(Stored data entries)
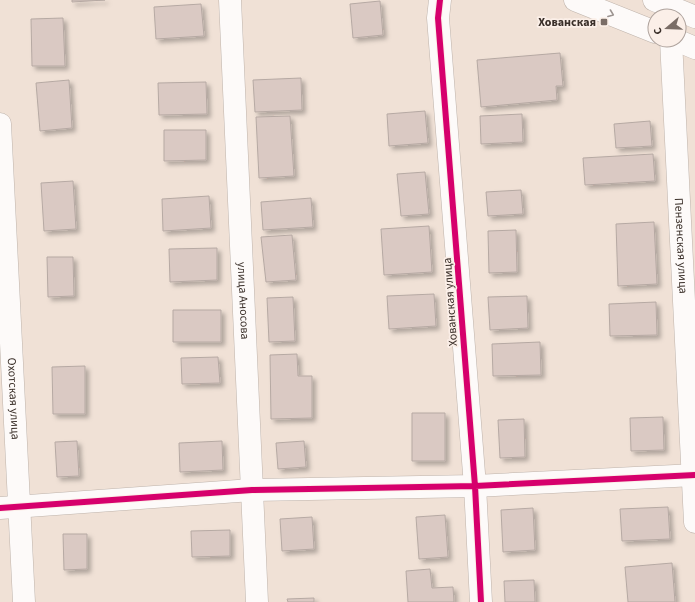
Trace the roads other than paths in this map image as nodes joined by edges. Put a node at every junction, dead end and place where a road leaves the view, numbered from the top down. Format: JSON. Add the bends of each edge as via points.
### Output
{"nodes":[{"id":1,"x":230,"y":0,"type":"edge"},
{"id":2,"x":440,"y":0,"type":"edge"},
{"id":3,"x":575,"y":0,"type":"edge"},
{"id":4,"x":654,"y":0,"type":"edge"},
{"id":5,"x":695,"y":17,"type":"edge"},
{"id":6,"x":647,"y":29,"type":"edge"},
{"id":7,"x":671,"y":48,"type":"edge"},
{"id":8,"x":0,"y":124,"type":"edge"},
{"id":9,"x":2,"y":235,"type":"edge"},
{"id":10,"x":694,"y":475,"type":"edge"},
{"id":11,"x":475,"y":486,"type":"junction"},
{"id":12,"x":252,"y":490,"type":"junction"},
{"id":13,"x":10,"y":507,"type":"edge"},
{"id":14,"x":695,"y":522,"type":"edge"},
{"id":15,"x":24,"y":602,"type":"edge"},
{"id":16,"x":257,"y":602,"type":"edge"},
{"id":17,"x":481,"y":602,"type":"edge"}],
"edges":[{"from":1,"to":12,"type":"street","name":"улица Аносова"},
{"from":2,"to":11,"type":"street","name":"Хованская улица","via":[[438,18]]},
{"from":3,"to":6,"type":"street","one_way":true},
{"from":4,"to":5,"type":"street"},
{"from":7,"to":10,"type":"street","name":"Пензенская улица"},
{"from":8,"to":9,"type":"street","name":"Охотская улица"},
{"from":9,"to":13,"type":"street","name":"Охотская улица"},
{"from":10,"to":11,"type":"street"},
{"from":10,"to":14,"type":"street","name":"Пензенская улица"},
{"from":11,"to":12,"type":"street"},
{"from":11,"to":17,"type":"street","name":"Хованская улица"},
{"from":12,"to":13,"type":"street"},
{"from":12,"to":16,"type":"street","name":"улица Аносова"},
{"from":13,"to":15,"type":"street","name":"Охотская улица"}]}
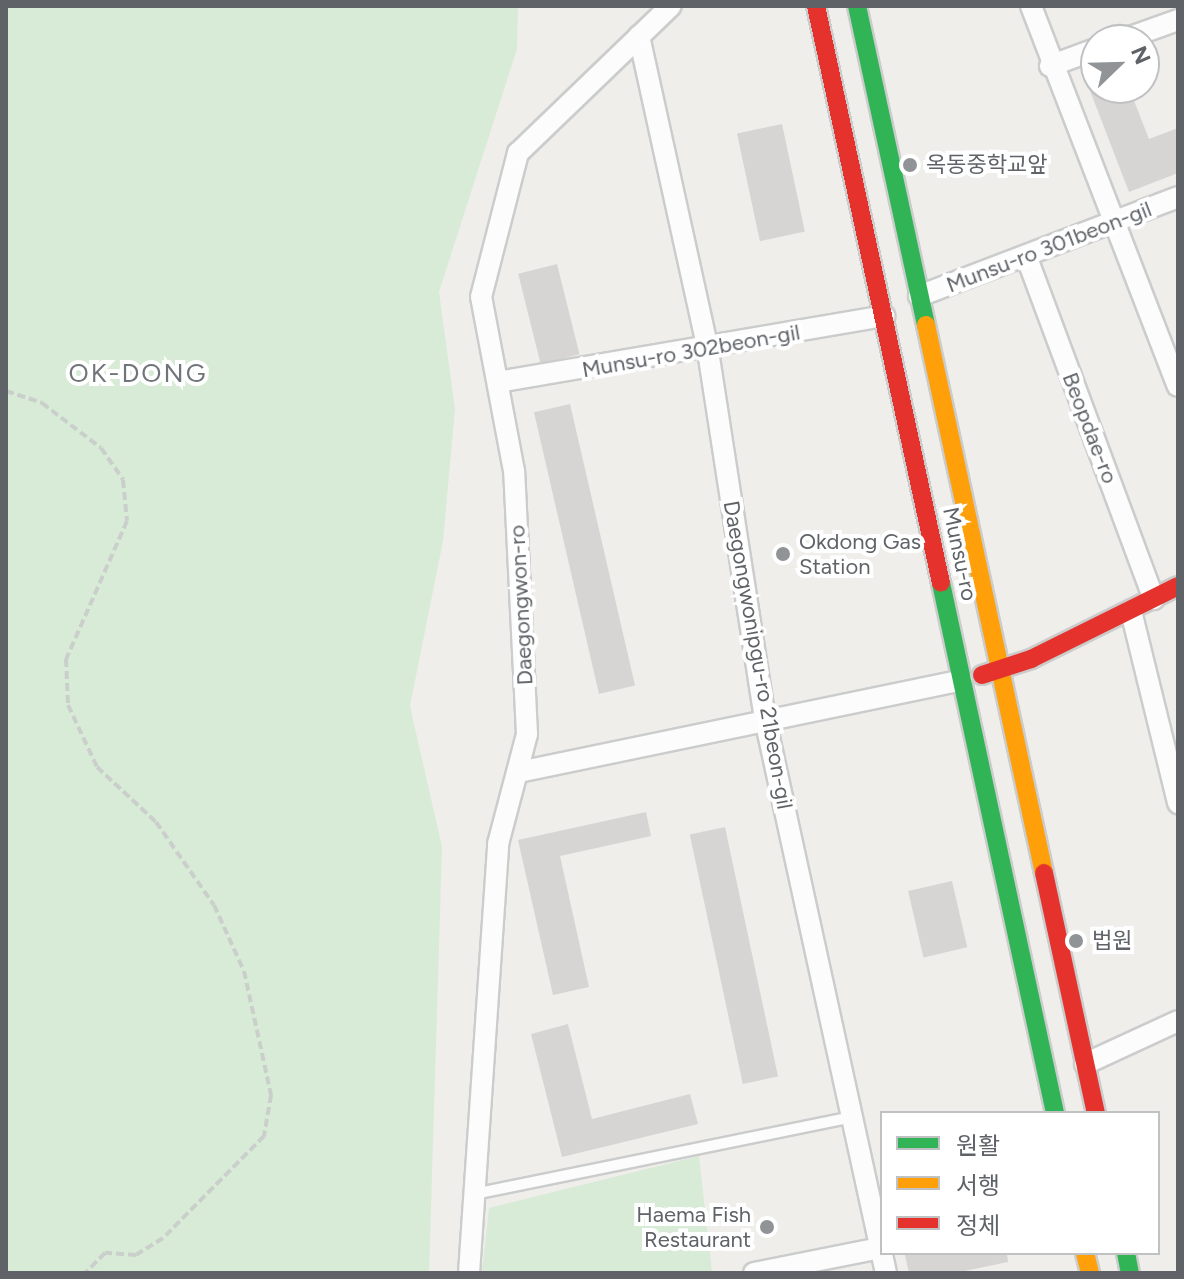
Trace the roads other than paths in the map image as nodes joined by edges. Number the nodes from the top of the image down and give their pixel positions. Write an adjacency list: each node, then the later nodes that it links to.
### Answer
1 (671, 6): 5 (street, Daegongwon-ro)
2 (816, 6): 12 (main road, Munsu-ro)
3 (857, 6): 11 (main road, Munsu-ro)
4 (1031, 6): 7 (street)
5 (639, 36): 13 (street, Daegongwonipgu-ro 21beon-gil); 14 (street, Daegongwon-ro)
6 (1080, 55): 7 (street)
7 (1050, 66): 9 (street)
8 (1178, 197): 9 (street, Munsu-ro 301beon-gil)
9 (1115, 223): 10 (street, Munsu-ro 301beon-gil); 15 (street)
10 (1027, 258): 11 (street, Munsu-ro 301beon-gil); 17 (street, Beopdae-ro)
11 (919, 296): 19 (main road, Munsu-ro)
12 (884, 316): 13 (street, Munsu-ro 302beon-gil); 20 (main road, Munsu-ro)
13 (708, 351): 14 (street, Munsu-ro 302beon-gil); 21 (street, Daegongwonipgu-ro 21beon-gil)
14 (498, 382): 23 (street, Daegongwon-ro)
15 (1178, 386)
16 (1178, 586): 17 (main road)
17 (1154, 599): 18 (main road)
18 (1131, 611): 19 (main road); 22 (street)
19 (999, 670): 20 (main road); 26 (main road, Munsu-ro)
20 (962, 680): 21 (street); 27 (main road, Munsu-ro)
21 (765, 719): 23 (street); 29 (street, Daegongwonipgu-ro 21beon-gil)
22 (1170, 748): 24 (street)
23 (519, 772): 30 (street, Daegongwon-ro)
24 (1178, 803)
25 (1178, 1021): 26 (street)
26 (1085, 1064): 28 (main road, Munsu-ro)
27 (1055, 1111)
28 (1096, 1111)
29 (851, 1117): 30 (lane); 31 (street, Daegongwonipgu-ro 21beon-gil)
30 (474, 1194): 32 (street, Daegongwon-ro)
31 (880, 1248): 33 (street)
32 (469, 1273)
33 (754, 1273)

BRIEF — Write the data above out exactly. Leave out any pictures.

EXPECTED ANSWER —
Trace the roads other than paths in this map image as nodes joined by edges. Put a node at every junction, dead end and place where a road leaves the view, numbered from the top down. Format: JSON. Add the bends of each edge as via points.
### Output
{"nodes":[{"id":1,"x":230,"y":0,"type":"edge"},
{"id":2,"x":440,"y":0,"type":"edge"},
{"id":3,"x":575,"y":0,"type":"edge"},
{"id":4,"x":654,"y":0,"type":"edge"},
{"id":5,"x":695,"y":17,"type":"edge"},
{"id":6,"x":647,"y":29,"type":"edge"},
{"id":7,"x":671,"y":48,"type":"edge"},
{"id":8,"x":0,"y":124,"type":"edge"},
{"id":9,"x":2,"y":235,"type":"edge"},
{"id":10,"x":694,"y":475,"type":"edge"},
{"id":11,"x":475,"y":486,"type":"junction"},
{"id":12,"x":252,"y":490,"type":"junction"},
{"id":13,"x":10,"y":507,"type":"edge"},
{"id":14,"x":695,"y":522,"type":"edge"},
{"id":15,"x":24,"y":602,"type":"edge"},
{"id":16,"x":257,"y":602,"type":"edge"},
{"id":17,"x":481,"y":602,"type":"edge"}],
"edges":[{"from":1,"to":12,"type":"street","name":"улица Аносова"},
{"from":2,"to":11,"type":"street","name":"Хованская улица","via":[[438,18]]},
{"from":3,"to":6,"type":"street","one_way":true},
{"from":4,"to":5,"type":"street"},
{"from":7,"to":10,"type":"street","name":"Пензенская улица"},
{"from":8,"to":9,"type":"street","name":"Охотская улица"},
{"from":9,"to":13,"type":"street","name":"Охотская улица"},
{"from":10,"to":11,"type":"street"},
{"from":10,"to":14,"type":"street","name":"Пензенская улица"},
{"from":11,"to":12,"type":"street"},
{"from":11,"to":17,"type":"street","name":"Хованская улица"},
{"from":12,"to":13,"type":"street"},
{"from":12,"to":16,"type":"street","name":"улица Аносова"},
{"from":13,"to":15,"type":"street","name":"Охотская улица"}]}
Trace the roads other than paths in the map image as nodes joined by edges. Number the nodes from the top of the image down and give their pixel positions. Write an adjacency list: each node, then the later nodes that it links to.
### Answer
1 (671, 6): 5 (street, Daegongwon-ro)
2 (816, 6): 12 (main road, Munsu-ro)
3 (857, 6): 11 (main road, Munsu-ro)
4 (1031, 6): 7 (street)
5 (639, 36): 13 (street, Daegongwonipgu-ro 21beon-gil); 14 (street, Daegongwon-ro)
6 (1080, 55): 7 (street)
7 (1050, 66): 9 (street)
8 (1178, 197): 9 (street, Munsu-ro 301beon-gil)
9 (1115, 223): 10 (street, Munsu-ro 301beon-gil); 15 (street)
10 (1027, 258): 11 (street, Munsu-ro 301beon-gil); 17 (street, Beopdae-ro)
11 (919, 296): 19 (main road, Munsu-ro)
12 (884, 316): 13 (street, Munsu-ro 302beon-gil); 20 (main road, Munsu-ro)
13 (708, 351): 14 (street, Munsu-ro 302beon-gil); 21 (street, Daegongwonipgu-ro 21beon-gil)
14 (498, 382): 23 (street, Daegongwon-ro)
15 (1178, 386)
16 (1178, 586): 17 (main road)
17 (1154, 599): 18 (main road)
18 (1131, 611): 19 (main road); 22 (street)
19 (999, 670): 20 (main road); 26 (main road, Munsu-ro)
20 (962, 680): 21 (street); 27 (main road, Munsu-ro)
21 (765, 719): 23 (street); 29 (street, Daegongwonipgu-ro 21beon-gil)
22 (1170, 748): 24 (street)
23 (519, 772): 30 (street, Daegongwon-ro)
24 (1178, 803)
25 (1178, 1021): 26 (street)
26 (1085, 1064): 28 (main road, Munsu-ro)
27 (1055, 1111)
28 (1096, 1111)
29 (851, 1117): 30 (lane); 31 (street, Daegongwonipgu-ro 21beon-gil)
30 (474, 1194): 32 (street, Daegongwon-ro)
31 (880, 1248): 33 (street)
32 (469, 1273)
33 (754, 1273)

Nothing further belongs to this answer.